→ Assignment
Draw out every line with the word "other" from the listing below.

→ Source data
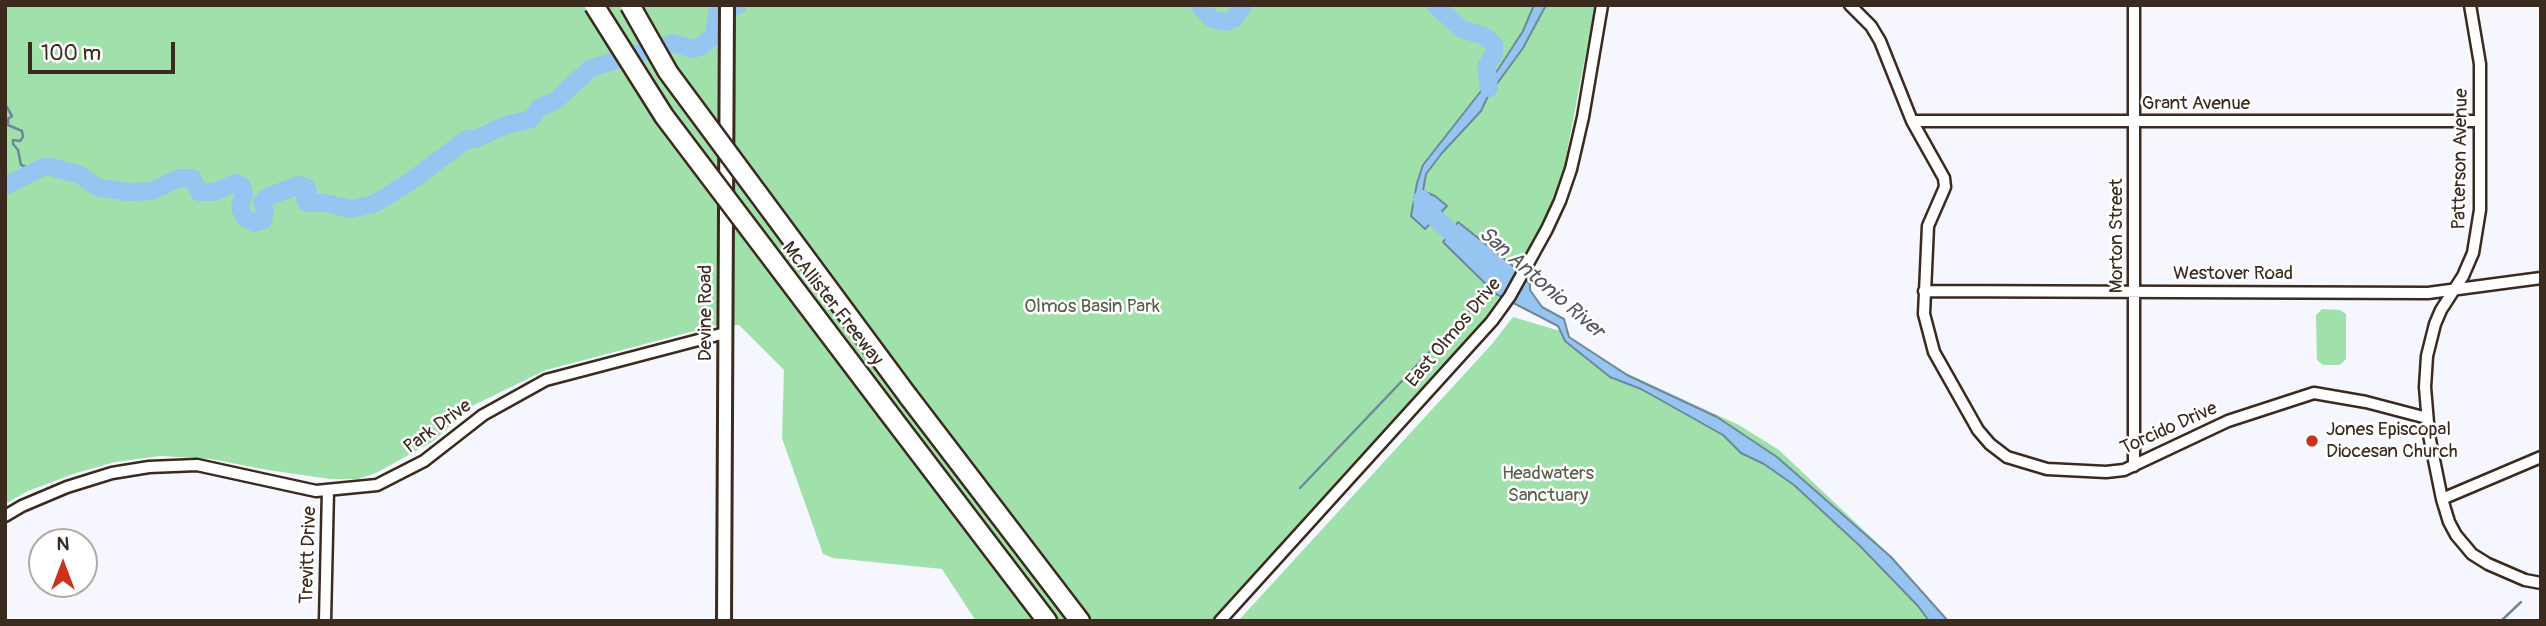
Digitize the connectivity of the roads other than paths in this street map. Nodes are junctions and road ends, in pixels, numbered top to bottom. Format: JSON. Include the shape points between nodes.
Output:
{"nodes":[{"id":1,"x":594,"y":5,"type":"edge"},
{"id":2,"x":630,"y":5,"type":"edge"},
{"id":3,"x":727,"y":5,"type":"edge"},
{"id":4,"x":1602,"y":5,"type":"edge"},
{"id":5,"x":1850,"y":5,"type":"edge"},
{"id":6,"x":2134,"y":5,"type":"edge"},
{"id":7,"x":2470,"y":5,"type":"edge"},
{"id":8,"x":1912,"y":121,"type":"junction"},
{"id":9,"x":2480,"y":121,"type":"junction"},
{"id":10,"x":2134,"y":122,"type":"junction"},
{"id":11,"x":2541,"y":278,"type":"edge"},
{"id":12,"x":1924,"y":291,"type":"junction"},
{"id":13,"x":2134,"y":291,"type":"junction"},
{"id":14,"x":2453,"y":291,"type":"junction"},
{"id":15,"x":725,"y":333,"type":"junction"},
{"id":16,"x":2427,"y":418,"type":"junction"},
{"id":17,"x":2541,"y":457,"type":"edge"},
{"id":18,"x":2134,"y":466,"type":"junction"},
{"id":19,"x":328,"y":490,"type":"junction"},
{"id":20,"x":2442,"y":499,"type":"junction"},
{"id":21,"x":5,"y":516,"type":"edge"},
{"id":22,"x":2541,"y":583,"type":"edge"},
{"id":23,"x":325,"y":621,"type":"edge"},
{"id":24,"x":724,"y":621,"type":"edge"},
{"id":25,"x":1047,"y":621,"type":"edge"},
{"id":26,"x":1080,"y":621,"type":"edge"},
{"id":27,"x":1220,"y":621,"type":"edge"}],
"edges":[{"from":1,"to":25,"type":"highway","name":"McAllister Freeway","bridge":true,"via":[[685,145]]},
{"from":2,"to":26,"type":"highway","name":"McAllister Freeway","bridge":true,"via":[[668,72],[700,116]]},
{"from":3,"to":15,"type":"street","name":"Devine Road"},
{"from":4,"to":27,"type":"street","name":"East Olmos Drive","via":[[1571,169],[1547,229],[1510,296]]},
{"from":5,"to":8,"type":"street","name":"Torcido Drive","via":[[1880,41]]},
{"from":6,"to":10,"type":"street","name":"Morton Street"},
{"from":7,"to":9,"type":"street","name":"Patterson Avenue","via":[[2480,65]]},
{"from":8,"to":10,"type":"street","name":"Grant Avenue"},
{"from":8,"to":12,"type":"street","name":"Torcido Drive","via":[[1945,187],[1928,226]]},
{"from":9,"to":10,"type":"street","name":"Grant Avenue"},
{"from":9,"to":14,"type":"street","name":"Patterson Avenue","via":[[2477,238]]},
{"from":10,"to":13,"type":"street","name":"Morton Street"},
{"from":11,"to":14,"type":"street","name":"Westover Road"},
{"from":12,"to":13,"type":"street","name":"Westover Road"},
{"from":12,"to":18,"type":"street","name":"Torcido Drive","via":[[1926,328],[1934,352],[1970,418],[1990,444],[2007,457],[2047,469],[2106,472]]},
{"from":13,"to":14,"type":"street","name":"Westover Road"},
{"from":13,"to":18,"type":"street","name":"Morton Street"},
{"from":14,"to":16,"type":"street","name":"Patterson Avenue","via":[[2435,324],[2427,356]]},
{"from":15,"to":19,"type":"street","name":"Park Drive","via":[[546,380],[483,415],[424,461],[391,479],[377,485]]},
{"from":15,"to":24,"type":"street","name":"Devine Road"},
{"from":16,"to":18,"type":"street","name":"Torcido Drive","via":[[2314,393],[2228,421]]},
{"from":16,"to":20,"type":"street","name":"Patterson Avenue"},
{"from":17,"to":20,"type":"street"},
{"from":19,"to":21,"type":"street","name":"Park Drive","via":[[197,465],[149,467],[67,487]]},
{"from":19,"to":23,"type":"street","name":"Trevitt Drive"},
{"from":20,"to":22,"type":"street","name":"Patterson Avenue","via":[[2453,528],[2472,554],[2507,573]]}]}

--

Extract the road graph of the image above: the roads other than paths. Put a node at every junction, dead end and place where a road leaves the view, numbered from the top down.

→ Exercise output
Digitize the connectivity of the roads other than paths in this street map. Nodes are junctions and road ends, in pixels, numbered top to bottom. Format: JSON. Include the shape points between nodes.
Extract the road graph of the image above: the roads other than paths. Put a node at every junction, dead end and place where a road leaves the view, numbered from the top down.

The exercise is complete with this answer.